Lord Headley rose, thanking those present, and concluded
the proceedings with prayers, in which he prayed for the successful
guidance of his Majesty the Sultan of Egypt, for the spiritual sustenance
of all Muslims, and for the proper guidance of mankind so that this
terrible war should cease and mankind again be dwelling in amity.
KHALID SHELDRAKE, M.S.P.
The letter from Yehya-en-Nasr Parkinson read at
the meeting, as mentioned in the above report, is printed in the
same issue as below:
Byres Road, Kilwinning, December 17, 1914.

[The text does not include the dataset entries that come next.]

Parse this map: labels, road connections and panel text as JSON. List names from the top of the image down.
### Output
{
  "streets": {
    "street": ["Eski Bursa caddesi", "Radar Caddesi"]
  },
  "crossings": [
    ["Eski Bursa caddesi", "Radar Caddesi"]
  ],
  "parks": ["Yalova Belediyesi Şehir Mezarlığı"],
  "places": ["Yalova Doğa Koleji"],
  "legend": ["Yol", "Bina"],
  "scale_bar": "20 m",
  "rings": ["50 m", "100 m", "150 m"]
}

Glad to hear that the meeting of the British Muslim Society
will be held on Sunday first, and regret that I cannot be with you
on the auspicious occasion. Islam has now gained a secure footing
in Britain, thanks principally to the energy and self-sacrifice
of our brother Kamal-ud-Din and a few pioneers, who laboured hard
for the same end some years previously. His generous action was
the deciding factor; it gave us a periodical to expound our views
in, and to draw the aims and ideals we held to the attention of
others; while his personal power acted as a cementing-link between
us and the brethren in the East. The tree of Islam is flourishing
in Britain; it has borne fruit, and the British Muslim Society is
the first offerings of its activity. May it flourish more abundantly
in the future. Such a society was badly wanted — urgently
needed to fulfil in reality the command of the Prophet on the hill
without Mecca after the fall of the city; the command that all Muslims
should be brothers. The Society will, I trust, keep us in touch
with each, though separated by miles of land; bind us together into
one great brotherhood; help us along the Islamic pathway; and strengthen
each and all of us to play our part in the battle of life and the
defence and exposition of those eternal principles of human conduct
and Islamic religion and doctrine for which we are fighting. It.

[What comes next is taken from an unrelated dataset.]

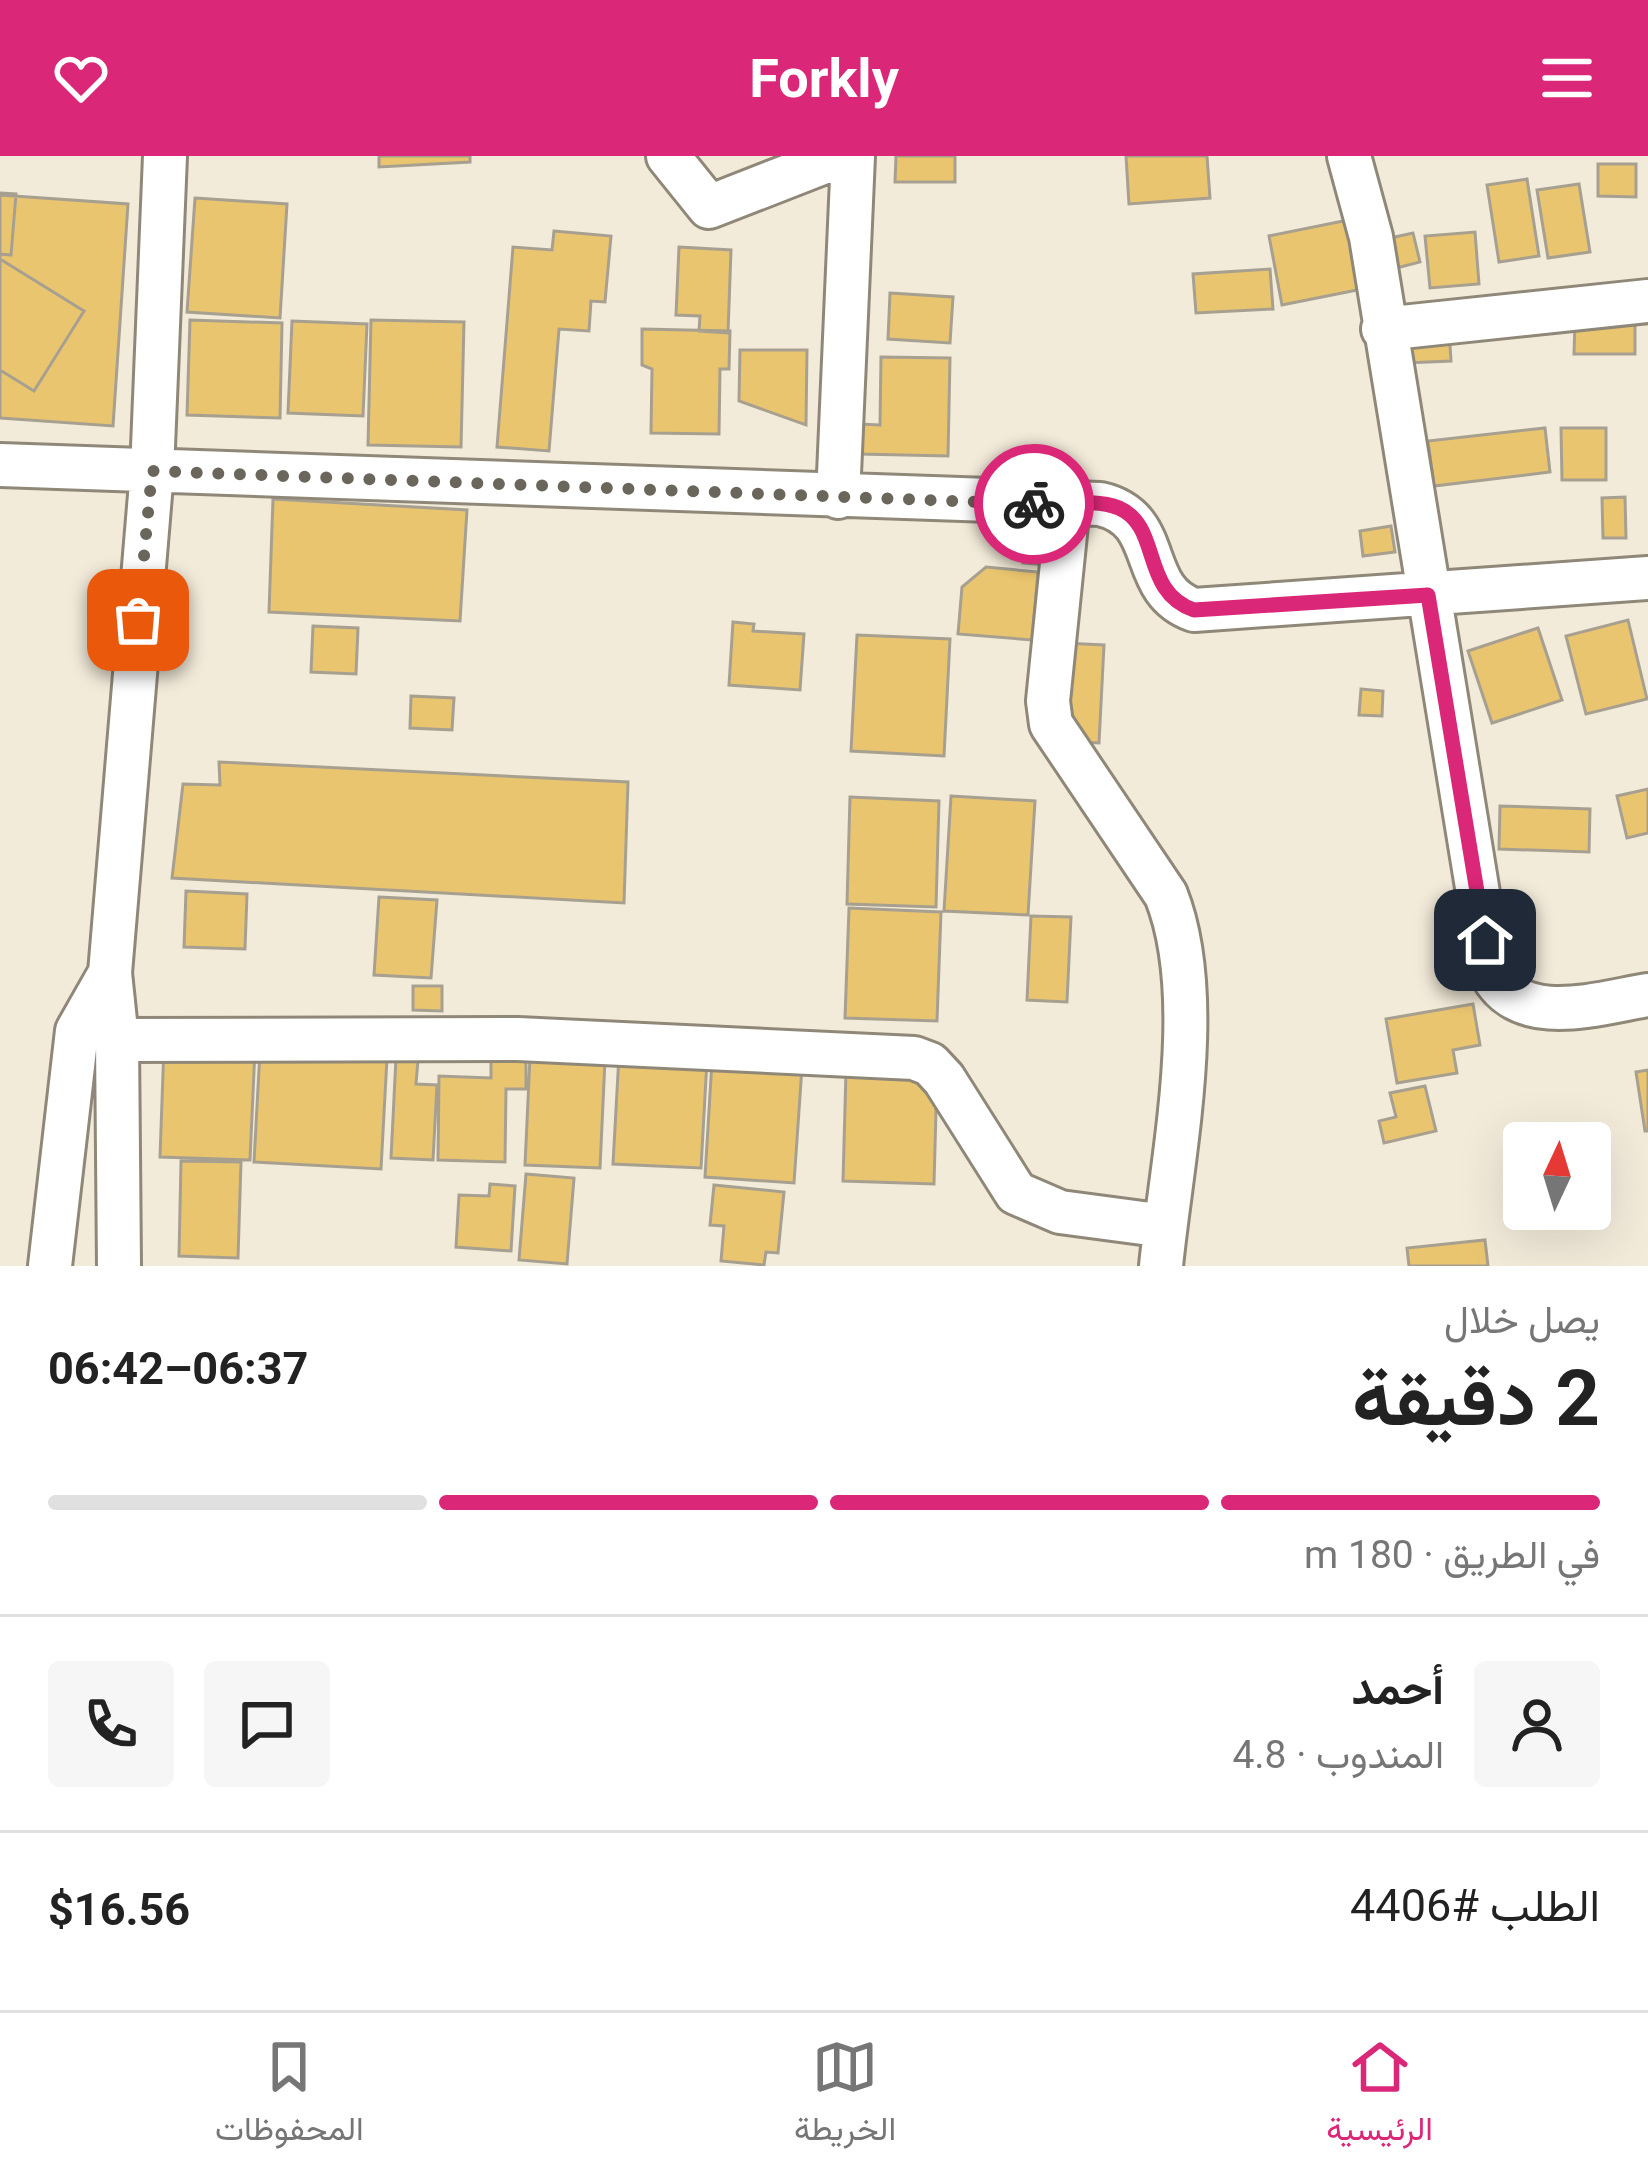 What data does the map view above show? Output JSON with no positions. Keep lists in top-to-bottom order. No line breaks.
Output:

will, I hope, also serve to keep us in touch with the other parts
of our world-wide brotherhood. Union is strength. May it be a uniting
link not only between every British Muslim but between us and the
Muslims everywhere, consolidating and binding the whole into one
unbroken and unbreakable chain, stretching through the Orient and
Occident, Africa, and the South and North American States. We have
now planted the banner of Islam in the heart of the British Empire,
its silken folds are fluttering on the breeze, good and noble men
and true and gentle women are rallying beneath it. Let us keep it
flying on the winds unstained, untarnished, as spotless as when
it was first unfurled on Arabias burning sands over fourteen
hundreds years ago. We are all privileged to do so —
privileged to be among the first of our race to defend the principles
for which it stands, to fight for truth against calumny and misrepresentation,
and to declare undaunted the faith that is in us and of us. Our
heritage is a glorious one; be it ours to maintain it unsullied,
and to hand it on undimmed to those who may follow after us, leaving
to the generations yet to be an example of which they may be proud,
and which will enable them to tread more securely the paths of justice
and truth, and help them to climb to higher heights than we shall
ever climb and limn ideals we never saw or dreamt of. Fear
not, the future shall be better for thee than the past. Be
earnest, be honest in your endeavours in the cause you have pledged
yourselves thereto. Work, for by work only can the aim be realised
and the duty accomplished. Strong of heart and steady of hand, and
faithful in all your dealings, even as he was, whom the Arabs of
the desert called Al-Amin, and victory will crown your efforts.
On for Islam!—Yala-al-Islam! let that be your war cry, that
your watchword, and ye shall prevail. May Allah be with you all!